Invented by Alexander T. Schwarm, James Beveridge, Nalanda MATIA, Granger Huntress, Bradley White, Karolina KIERZKOWSKI, Nicholas Lizotte, Dun and Bradstreet Corp
Prospect determination refers to the process of identifying potential customers or clients who are most likely to be interested in a particular product or service. This is a crucial step in marketing and sales, as it allows businesses to focus their efforts and resources on those individuals who are most likely to convert into paying customers. Traditionally, prospect determination has relied on manual analysis and intuition, but with the advancements in AI and machine learning, businesses now have access to more sophisticated tools and techniques.
Machine learning classifier and prediction engines for prospect determination leverage the power of AI to analyze large amounts of data and identify patterns and trends. These engines are trained on historical data, such as customer demographics, purchase history, and online behavior, to learn the characteristics and behaviors of potential prospects. By analyzing this data, the engines can then make predictions about which individuals are most likely to become customers.
The market for machine learning classifier and prediction engines for prospect determination is growing rapidly. Businesses across various industries, including e-commerce, finance, and healthcare, are recognizing the value of these tools in improving their marketing and sales efforts. By accurately identifying prospects who are most likely to convert, businesses can optimize their marketing campaigns, personalize their messaging, and ultimately increase their conversion rates.
One key advantage of using machine learning classifier and prediction engines is their ability to continuously learn and adapt. As new data becomes available, these engines can update their models and improve their predictions. This means that businesses can benefit from more accurate prospect determination over time, leading to better targeting and higher conversion rates.
Another factor driving the market for these engines is the increasing availability of data. With the rise of digital technologies and the internet of things, businesses now have access to vast amounts of data about their customers and prospects. Machine learning classifier and prediction engines can effectively analyze this data and extract valuable insights, enabling businesses to make data-driven decisions and improve their prospect determination strategies.
However, it is important to note that the market for machine learning classifier and prediction engines is not without challenges. One major challenge is the need for high-quality and diverse training data. These engines rely on historical data to learn and make predictions, and if the data is biased or incomplete, it can lead to inaccurate results. Additionally, there are concerns around privacy and data security, as these engines often require access to sensitive customer information.

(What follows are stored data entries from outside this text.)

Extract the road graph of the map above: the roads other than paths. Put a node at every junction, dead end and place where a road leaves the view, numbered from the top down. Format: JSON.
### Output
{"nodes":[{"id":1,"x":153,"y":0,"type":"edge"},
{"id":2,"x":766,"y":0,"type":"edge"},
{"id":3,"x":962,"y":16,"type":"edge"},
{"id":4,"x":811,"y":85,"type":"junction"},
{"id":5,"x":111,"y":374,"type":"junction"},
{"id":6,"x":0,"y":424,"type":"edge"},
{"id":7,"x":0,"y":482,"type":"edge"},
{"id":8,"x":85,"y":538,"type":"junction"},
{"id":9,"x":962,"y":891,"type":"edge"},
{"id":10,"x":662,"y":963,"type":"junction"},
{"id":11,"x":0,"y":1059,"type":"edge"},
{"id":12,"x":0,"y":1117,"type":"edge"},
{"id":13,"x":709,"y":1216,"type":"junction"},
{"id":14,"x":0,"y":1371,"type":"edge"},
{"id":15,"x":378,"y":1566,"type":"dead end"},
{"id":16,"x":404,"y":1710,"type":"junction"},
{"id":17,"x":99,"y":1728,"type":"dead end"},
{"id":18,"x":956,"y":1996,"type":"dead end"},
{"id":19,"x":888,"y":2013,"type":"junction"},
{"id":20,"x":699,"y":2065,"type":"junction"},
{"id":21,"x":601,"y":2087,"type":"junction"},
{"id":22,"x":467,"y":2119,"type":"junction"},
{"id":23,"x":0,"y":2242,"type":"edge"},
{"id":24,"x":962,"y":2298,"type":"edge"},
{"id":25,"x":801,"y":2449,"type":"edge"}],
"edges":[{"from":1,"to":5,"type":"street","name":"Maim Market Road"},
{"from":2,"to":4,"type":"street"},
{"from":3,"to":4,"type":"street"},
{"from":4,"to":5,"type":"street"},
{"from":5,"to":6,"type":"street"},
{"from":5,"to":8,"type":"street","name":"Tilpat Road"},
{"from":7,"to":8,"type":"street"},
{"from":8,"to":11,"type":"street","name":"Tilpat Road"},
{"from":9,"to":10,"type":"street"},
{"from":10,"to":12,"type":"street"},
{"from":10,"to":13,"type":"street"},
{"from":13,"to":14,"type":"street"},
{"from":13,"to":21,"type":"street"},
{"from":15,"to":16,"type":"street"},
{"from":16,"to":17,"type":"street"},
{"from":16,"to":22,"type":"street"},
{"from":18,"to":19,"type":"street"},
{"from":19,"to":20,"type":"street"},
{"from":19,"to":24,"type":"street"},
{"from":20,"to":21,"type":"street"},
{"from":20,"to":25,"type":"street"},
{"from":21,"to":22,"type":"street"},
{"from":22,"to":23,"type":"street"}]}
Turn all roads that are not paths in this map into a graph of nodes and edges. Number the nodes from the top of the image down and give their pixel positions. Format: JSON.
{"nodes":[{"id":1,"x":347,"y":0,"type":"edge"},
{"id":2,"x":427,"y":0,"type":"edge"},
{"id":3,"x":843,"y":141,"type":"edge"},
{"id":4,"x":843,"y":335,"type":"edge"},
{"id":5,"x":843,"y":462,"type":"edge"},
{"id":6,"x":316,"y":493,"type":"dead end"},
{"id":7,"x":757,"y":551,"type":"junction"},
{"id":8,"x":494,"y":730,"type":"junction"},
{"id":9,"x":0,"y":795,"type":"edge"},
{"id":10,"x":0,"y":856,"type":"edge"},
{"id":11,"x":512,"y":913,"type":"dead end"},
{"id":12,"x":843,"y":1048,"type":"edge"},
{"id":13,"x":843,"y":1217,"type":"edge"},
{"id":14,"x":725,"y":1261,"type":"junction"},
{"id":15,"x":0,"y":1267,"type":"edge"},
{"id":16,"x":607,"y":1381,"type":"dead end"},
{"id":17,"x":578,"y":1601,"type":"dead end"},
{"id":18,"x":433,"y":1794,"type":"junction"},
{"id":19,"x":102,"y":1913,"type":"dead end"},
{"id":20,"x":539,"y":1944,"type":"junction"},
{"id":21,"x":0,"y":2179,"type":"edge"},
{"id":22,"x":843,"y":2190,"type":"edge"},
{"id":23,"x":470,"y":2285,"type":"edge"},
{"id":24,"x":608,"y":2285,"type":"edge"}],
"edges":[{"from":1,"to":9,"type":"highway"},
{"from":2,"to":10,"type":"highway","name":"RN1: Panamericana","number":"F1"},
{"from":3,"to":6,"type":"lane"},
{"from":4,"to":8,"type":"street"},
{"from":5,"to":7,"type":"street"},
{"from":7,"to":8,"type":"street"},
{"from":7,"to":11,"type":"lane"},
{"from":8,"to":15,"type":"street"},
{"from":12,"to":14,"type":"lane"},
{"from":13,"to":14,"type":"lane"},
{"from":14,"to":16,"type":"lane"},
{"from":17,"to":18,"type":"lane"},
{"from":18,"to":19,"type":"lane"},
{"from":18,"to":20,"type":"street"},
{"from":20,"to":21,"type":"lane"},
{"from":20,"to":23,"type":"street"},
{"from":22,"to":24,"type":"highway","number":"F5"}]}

In conclusion, the market for machine learning classifier and prediction engines for artificial intelligence optimized prospect determination is experiencing significant growth. Businesses are increasingly recognizing the value of these tools in improving their marketing and sales efforts. With the ability to analyze large amounts of data and make accurate predictions, these engines can help businesses identify potential customers and optimize their prospect determination strategies. However, it is important to address challenges such as data quality and privacy to ensure the effectiveness and ethical use of these tools.
The Dun and Bradstreet Corp invention works as follows
Embodiments for a system and method to identify and prioritize company prospects through the training of at least one classifier using client company win/loss metric. A training database can be compiled using firmographic and company win/loss data for a particular client, as well as a database of company wins/losses. Once trained, a system powered by trained classifiers can classify and generate customized prospect lists for thousands of companies profiled and scored that the AI determined to be likely targets for marketing and sales. The AI can also infiltrate databases of target clients and classify them and score them using the custom-trained classification classifier.
Background for Machine Learning Classifier and Prediction Engine for Artificial Intelligence Optimized Prospect Determination on Win/Loss Classification
The system described in at least one embodiment comprises: a transceiver that communicates over a network, a memory that stores at least instructions, a processor device operative to execute instructions, a training dataset including a list with company engagements and, for each engagement a company identification, wherein said list includes won company engagements and company entity mapping data to each company; the company entity mapping data being firmographic data from an entity information database. A classification engine having at least one classifier to identify company prospects and the
In at least one embodiment, the list of company engagements may include a customer list. At least in one embodiment, the list can include, for one engagement, the date when the company first became a client. For at least one engagement, in at least one embodiment, the list can include a revenue generated by the customer. At least one embodiment of the list can include a sale or service.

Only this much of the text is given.